(Ottawa) MPs are rallying to strengthen Canada’s price protection system for dairy and poultry products in trade deals and urge developing countries to do the same.
The House of Commons International Trade Committee on Thursday completed its final review of a Bloc Québécois bill aimed at tying the hands of trade negotiators so that new agreements do not harm the supply management system. , which concerns dairy products, eggs and poultry.
Since 1972, Ottawa and the provinces have regulated the supply and cost of eggs, dairy products and poultry through high tariffs on imports. Slight changes have been made to trade agreements over the past decade, which have drawn the ire of Canada’s powerful farm lobby.

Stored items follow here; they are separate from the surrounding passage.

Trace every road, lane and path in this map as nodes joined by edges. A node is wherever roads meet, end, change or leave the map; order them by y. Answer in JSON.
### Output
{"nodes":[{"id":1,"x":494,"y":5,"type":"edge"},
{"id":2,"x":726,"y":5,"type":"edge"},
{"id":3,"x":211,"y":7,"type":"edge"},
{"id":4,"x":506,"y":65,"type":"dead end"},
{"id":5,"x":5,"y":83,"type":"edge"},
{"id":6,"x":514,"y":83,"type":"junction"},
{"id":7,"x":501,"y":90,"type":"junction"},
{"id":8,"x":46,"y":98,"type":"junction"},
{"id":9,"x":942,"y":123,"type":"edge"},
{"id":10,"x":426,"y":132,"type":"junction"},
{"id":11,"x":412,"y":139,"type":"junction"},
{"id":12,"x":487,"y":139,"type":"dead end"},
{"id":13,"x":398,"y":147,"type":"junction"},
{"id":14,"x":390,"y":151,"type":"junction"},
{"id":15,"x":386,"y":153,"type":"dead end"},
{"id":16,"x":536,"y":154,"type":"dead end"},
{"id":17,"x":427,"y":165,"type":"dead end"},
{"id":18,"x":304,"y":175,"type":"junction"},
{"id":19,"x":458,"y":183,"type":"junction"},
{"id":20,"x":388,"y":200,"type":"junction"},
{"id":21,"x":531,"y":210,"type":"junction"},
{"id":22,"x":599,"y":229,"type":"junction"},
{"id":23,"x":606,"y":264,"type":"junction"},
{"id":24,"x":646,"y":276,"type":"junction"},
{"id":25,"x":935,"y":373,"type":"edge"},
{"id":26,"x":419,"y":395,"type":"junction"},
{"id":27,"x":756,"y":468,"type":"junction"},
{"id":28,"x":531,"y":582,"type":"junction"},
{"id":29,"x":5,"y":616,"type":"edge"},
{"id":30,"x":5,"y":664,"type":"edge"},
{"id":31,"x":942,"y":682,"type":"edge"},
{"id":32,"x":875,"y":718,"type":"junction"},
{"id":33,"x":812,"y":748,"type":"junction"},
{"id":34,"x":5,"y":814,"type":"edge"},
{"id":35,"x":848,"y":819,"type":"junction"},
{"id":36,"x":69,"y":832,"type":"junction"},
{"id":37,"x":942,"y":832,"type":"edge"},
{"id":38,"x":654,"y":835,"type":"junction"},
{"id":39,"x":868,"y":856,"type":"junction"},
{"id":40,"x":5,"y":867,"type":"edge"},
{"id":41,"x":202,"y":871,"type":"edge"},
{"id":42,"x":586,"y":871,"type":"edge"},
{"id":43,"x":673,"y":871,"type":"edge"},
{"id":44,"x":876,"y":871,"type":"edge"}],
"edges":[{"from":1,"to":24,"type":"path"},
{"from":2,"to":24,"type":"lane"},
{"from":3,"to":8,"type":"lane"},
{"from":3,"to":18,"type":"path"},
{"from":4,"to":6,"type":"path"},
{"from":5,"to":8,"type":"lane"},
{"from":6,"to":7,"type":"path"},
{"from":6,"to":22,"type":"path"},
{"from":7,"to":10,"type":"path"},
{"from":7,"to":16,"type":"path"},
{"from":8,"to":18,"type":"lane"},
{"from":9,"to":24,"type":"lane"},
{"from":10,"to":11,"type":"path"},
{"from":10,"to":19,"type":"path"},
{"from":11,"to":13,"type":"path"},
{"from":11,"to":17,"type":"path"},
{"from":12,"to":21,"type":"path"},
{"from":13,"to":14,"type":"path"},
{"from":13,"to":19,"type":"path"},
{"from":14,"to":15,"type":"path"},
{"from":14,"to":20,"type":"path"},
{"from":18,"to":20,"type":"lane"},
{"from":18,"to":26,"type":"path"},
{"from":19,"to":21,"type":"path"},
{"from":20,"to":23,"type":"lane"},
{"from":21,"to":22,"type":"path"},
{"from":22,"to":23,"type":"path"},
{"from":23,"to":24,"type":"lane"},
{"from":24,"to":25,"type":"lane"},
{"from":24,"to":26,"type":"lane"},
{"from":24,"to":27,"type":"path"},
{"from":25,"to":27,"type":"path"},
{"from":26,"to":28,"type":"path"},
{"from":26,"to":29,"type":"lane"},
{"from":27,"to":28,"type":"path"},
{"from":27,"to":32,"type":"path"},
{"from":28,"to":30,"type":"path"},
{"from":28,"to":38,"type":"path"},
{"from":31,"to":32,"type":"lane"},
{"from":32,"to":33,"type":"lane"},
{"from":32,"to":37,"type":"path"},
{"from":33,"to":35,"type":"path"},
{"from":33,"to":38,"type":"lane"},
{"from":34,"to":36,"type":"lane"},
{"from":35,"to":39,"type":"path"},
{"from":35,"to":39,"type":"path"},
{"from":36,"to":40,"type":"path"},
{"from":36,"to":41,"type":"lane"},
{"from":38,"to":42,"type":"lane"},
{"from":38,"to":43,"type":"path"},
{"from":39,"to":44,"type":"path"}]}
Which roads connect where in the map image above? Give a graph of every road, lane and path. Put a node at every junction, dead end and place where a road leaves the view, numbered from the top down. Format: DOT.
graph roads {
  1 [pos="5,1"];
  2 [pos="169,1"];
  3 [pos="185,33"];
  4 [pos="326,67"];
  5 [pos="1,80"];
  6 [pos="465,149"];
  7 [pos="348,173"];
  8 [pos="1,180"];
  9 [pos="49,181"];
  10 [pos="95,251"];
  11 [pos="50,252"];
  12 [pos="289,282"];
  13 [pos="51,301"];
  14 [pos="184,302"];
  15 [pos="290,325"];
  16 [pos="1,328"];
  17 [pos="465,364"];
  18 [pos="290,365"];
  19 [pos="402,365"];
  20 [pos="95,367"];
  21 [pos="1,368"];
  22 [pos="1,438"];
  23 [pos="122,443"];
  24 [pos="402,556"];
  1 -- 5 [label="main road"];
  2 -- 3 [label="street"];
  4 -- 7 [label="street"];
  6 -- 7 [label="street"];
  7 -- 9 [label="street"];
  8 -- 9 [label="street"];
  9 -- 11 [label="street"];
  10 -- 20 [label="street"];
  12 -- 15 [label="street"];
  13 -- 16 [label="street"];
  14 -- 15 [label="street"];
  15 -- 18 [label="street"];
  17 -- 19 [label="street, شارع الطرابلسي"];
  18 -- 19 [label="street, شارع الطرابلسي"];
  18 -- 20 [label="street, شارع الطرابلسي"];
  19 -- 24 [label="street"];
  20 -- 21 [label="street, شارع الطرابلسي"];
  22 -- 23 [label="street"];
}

The bill would make it harder for negotiators to give ground on a system that its proponents say maintains a stable supply for Canadians and protects farms, but which critics say increases the cost of grocery bills and drives farmers to throw away millions of gallons of perfectly good milk.
In a report Tuesday, the House Agriculture Committee called on Ottawa to further protect the system and use it as a model for developing countries that want greater food sovereignty, by being less dependent on imports. .
The idea stems from the November testimony of Michael Fakhri, the UN special rapporteur on the right to food. He noted the desire of poorer countries for stable food, which can be obtained by stockpiling food and manipulating its price in the market.
“Canada has been really successful in keeping prices stable through supply management systems,” he said.
“The Canadian experience is something that can be shared,” he stressed.
Supply management is widely considered a sacred cow in Canadian politics, with the agricultural sector using its influence across the country to push parties to maintain the status quo.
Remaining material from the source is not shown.